The Prize recognises student research and engagement with the legacies and practices of enslavement.
After a stellar response in the prize’s first year, the William Dusinberre Prize judges are pleased to announce that Carson Eckhard of St Edmund’s College has been awarded the Prize for their essay, Beyond the Border of a Great Belonging: Biopower and Slavery’s Medical Afterlives Among Formerly Enslaved Women in Early National Philadelphia.
The judges’ comments on Carson’s essay note:
‘The winning essay is remarkably accomplished, and in many directions. Notably, it does not only demonstrate the part that practices of enslavement have made to imaginings of racial inferiority as biologically medically ‘provable’, but also shows how taking American enslavement into account radically revises Foucault’s influential theory of state power over life.’
The judges were so impressed by the overall very high standard and quality of the essays that they have put forward an additional five entries to be Highly Commended.
Those Highly Commended for their essays are:
Kim Abramson of Lucy Cavendish College, for linguistic awareness of how pidgin and creole languages continue to be marginalised: When a Name Betrays You.
Peace Chisom Aniakor of Fitzwilliam College, who wrote on screen presentations of enslavement, domestic servitude and modern trafficking: I Am Not A Colour! White Supremacy, Blackness and African Resistance on Screen.
Alexandra Bird of Corpus Christi College, for a critical account of a musical tradition whose dimensions have been underestimated: "Roll, Jordan, Roll": Flow, Spatiality and the Political Body in the Nineteenth Century African American Spiritual.
Sydnae Taylor of Darwin College, whose study concerns the reality of ongoing enslavement legacies in contemporary obstetric care: Breeding Narratives: The Continuity of Colonial Violence in Black Jamaican Women.
Emilia Warr of Selwyn College, who analysed the embodiment of enslavement and its partial resolution in Morrison’s famous novel: Embodiment, Trauma, and Healing: A Study of Hands and Feet in ‘Beloved’.
Judges’ reflection on the Prize’s first year
The judges reported a successful response to the call for essays and were moved by the breadth and diversity of approach the entries showed:
‘Overall, the essays submitted more than met one of the principal aspirations of the prize in the way they responded to the invisibilities of enslavement and its legacies. A feature of the William Dusinberre Prize is that it invites coursework submissions, and all credit to the 2025 essayists for seeing connections and possibilities in the particular circumstances of their own studies or interests. The result has been entries drawn from a wide range of disciplines and diverse stages of study – from first year undergraduate work to doctoral research.’

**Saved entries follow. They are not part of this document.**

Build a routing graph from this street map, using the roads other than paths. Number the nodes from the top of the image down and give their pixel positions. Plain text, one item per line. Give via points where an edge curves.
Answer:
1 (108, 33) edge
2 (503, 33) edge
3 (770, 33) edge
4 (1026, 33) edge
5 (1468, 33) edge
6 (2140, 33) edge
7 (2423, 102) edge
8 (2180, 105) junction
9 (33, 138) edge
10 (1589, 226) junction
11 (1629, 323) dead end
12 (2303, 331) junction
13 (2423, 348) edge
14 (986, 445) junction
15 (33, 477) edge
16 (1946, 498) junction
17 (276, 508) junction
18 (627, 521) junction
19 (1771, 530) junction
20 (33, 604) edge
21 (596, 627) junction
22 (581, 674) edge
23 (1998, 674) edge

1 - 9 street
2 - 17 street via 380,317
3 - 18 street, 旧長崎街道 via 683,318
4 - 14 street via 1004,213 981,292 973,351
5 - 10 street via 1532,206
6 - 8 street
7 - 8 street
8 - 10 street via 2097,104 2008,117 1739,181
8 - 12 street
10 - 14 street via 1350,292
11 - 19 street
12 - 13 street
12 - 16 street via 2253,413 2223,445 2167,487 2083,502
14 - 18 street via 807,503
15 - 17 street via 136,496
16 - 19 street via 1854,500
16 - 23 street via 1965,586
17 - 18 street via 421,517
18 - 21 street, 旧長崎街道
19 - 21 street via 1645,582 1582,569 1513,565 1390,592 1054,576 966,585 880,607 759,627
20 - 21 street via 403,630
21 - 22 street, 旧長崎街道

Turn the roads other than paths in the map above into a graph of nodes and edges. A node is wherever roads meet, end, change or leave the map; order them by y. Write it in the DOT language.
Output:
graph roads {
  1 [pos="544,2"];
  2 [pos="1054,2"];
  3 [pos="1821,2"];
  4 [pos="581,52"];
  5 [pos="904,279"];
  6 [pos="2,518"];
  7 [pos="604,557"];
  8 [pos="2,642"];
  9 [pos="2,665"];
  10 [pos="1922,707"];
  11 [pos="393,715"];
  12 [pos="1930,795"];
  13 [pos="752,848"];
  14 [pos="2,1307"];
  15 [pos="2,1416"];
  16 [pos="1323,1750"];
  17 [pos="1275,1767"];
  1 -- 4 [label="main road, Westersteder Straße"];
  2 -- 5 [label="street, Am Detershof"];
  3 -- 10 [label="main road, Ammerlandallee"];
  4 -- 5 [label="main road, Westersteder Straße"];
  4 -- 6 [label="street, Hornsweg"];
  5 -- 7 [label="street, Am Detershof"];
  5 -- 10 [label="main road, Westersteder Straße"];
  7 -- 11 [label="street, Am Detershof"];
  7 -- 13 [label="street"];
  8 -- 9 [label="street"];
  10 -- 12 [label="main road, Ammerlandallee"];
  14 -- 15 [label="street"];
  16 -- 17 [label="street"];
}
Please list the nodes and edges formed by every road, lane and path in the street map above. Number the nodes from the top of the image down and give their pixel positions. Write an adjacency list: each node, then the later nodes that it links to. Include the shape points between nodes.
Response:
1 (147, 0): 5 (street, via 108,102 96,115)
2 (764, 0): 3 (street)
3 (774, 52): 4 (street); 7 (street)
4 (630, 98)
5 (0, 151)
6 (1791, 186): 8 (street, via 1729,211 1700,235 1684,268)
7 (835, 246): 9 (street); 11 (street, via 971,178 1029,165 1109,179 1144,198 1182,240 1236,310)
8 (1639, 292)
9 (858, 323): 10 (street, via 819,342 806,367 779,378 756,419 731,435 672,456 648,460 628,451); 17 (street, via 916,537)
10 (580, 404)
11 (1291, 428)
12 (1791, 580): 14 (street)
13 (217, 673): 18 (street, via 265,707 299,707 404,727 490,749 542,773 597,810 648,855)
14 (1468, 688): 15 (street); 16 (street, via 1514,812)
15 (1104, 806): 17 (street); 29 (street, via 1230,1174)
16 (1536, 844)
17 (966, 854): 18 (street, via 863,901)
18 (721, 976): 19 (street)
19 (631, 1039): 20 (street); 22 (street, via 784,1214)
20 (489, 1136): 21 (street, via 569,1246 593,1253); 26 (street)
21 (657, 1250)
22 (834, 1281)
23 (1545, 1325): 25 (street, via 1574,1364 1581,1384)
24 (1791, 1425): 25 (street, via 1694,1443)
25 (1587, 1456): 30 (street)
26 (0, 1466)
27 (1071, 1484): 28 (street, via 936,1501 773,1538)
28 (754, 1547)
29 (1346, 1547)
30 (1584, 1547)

The William Dusinberre Prize is generously supported by Girton Fellow Juliet Dusinberre, in memory of her husband, an historian of slavery. More details of Girton College’s Legacies of Enslavement activities and its Committee may be found under Girton Reflects.
The prize giving ceremony will take place in the Stanley Library, Girton College, on 23 October 2025 between 5.00pm – 5.45pm. All welcome.